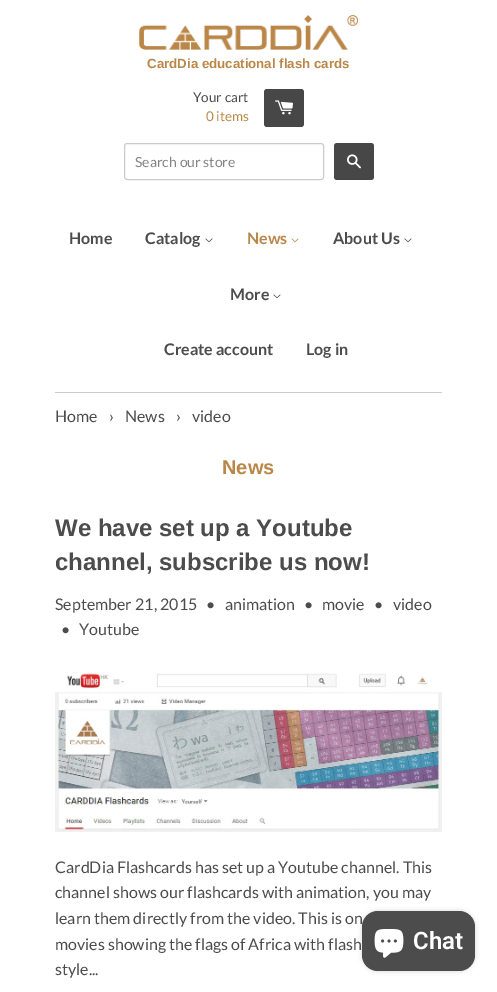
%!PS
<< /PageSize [497 992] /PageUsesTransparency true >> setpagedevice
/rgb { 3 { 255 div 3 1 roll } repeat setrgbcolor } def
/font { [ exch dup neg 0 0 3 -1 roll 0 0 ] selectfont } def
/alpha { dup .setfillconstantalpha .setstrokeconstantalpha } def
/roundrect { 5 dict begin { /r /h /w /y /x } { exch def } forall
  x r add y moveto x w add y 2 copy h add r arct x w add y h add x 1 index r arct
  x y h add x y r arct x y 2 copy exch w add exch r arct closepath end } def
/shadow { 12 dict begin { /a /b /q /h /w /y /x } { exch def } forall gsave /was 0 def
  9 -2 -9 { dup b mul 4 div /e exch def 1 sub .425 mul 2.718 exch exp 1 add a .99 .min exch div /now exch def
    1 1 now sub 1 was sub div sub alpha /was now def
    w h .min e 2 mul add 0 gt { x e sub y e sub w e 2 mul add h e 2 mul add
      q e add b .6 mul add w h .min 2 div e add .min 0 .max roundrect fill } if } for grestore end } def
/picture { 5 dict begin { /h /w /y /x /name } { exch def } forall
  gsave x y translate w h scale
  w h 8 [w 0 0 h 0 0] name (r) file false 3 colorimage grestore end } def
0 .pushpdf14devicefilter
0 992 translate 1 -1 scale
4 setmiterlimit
255 255 255 rgb
0 0 497 992 rectfill
(img/1.rgb) 139 15 219 35 picture
71 71 71 rgb
264 89 40 38 3 roundrect fill
(img/2.rgb) 275 100 18 15 picture
204 204 204 rgb
124.5 143.5 199 36 2.5 roundrect stroke
71 71 71 rgb
334 143 40 37 3 roundrect fill
(img/3.rgb) 347 154 14 15 picture
(img/4.rgb) 205 238 8 5 picture
(img/5.rgb) 291 238 8 5 picture
(img/4.rgb) 404 238 8 5 picture
(img/4.rgb) 273 294 8 5 picture
204 204 204 rgb
55 392 387 1 rectfill
(img/6.rgb) 55 672 387 160 picture
0 0 0 rgb
362 911 113 60 16 2.5 0.15 shadow
76 76 76 rgb
362 911 113 60 16 roundrect fill
(img/7.rgb) 374 929 30 29 picture
/LiberationSans-Bold 13.3 font
187 135 72 rgb
147 68 moveto (CardDia educational flash cards) show
/Lato-Regular 13.5 font
76 76 76 rgb
193 102 moveto (Your cart) show
187 135 72 rgb
206 121 moveto (0 items) show
/Lato-Regular 14 font
133 133 133 rgb
135 167 moveto (Search our store) show
/Lato-Bold 16 font
76 76 76 rgb
69 244 moveto (Home) show
145 244 moveto (Catalog) show
187 135 72 rgb
247 244 moveto (News) show
76 76 76 rgb
[
  [(About Us) 333 244]
  [(More) 230 300]
  [(Create account) 164 355]
  [(Log in) 306 355]
] { aload pop moveto show } forall
/Lato-Regular 16 font
[
  [(Home) 55 422]
  [(›) 109 422]
  [(News) 125 422]
  [(›) 176 422]
  [(video) 192 422]
] { aload pop moveto show } forall
/LiberationSans-Bold 20 font
187 135 72 rgb
222 474 moveto (News) show
/LiberationSans-Bold 24 font
76 76 76 rgb
55 536 moveto (We have set up a Youtube) show
55 570 moveto (channel, subscribe us now!) show
/Lato-Regular 16 font
[
  [(September 21, 2015) 55 610]
  [(•) 206 610]
  [(animation) 225 610]
  [(•) 304 610]
  [(movie) 322 610]
  [(•) 374 610]
  [(video) 393 610]
  [(•) 61 635]
  [(Youtube) 79 635]
  [(CardDia Flashcards has set up a Youtube channel. This) 55 873]
  [(channel shows our flashcards with animation, you may) 55 898]
  [(learn them directly from the video. This is on) 55 924]
  [(movies showing the flags of Africa with flash) 55 950]
  [(style...) 55 975]
] { aload pop moveto show } forall
/Roboto-SemiBold 24 font
255 255 255 rgb
413 949 moveto (Chat) show
.poppdf14devicefilter showpage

——————

## [Assignment]
Of all the entries above, retype exactly the lines from the line with "gsave /was 0 def" to the line with "gsave x y translate w h scale", both included, and no others.

## [Answer area]
/shadow { 12 dict begin { /a /b /q /h /w /y /x } { exch def } forall gsave /was 0 def
  9 -2 -9 { dup b mul 4 div /e exch def 1 sub .425 mul 2.718 exch exp 1 add a .99 .min exch div /now exch def
    1 1 now sub 1 was sub div sub alpha /was now def
    w h .min e 2 mul add 0 gt { x e sub y e sub w e 2 mul add h e 2 mul add
      q e add b .6 mul add w h .min 2 div e add .min 0 .max roundrect fill } if } for grestore end } def
/picture { 5 dict begin { /h /w /y /x /name } { exch def } forall
  gsave x y translate w h scale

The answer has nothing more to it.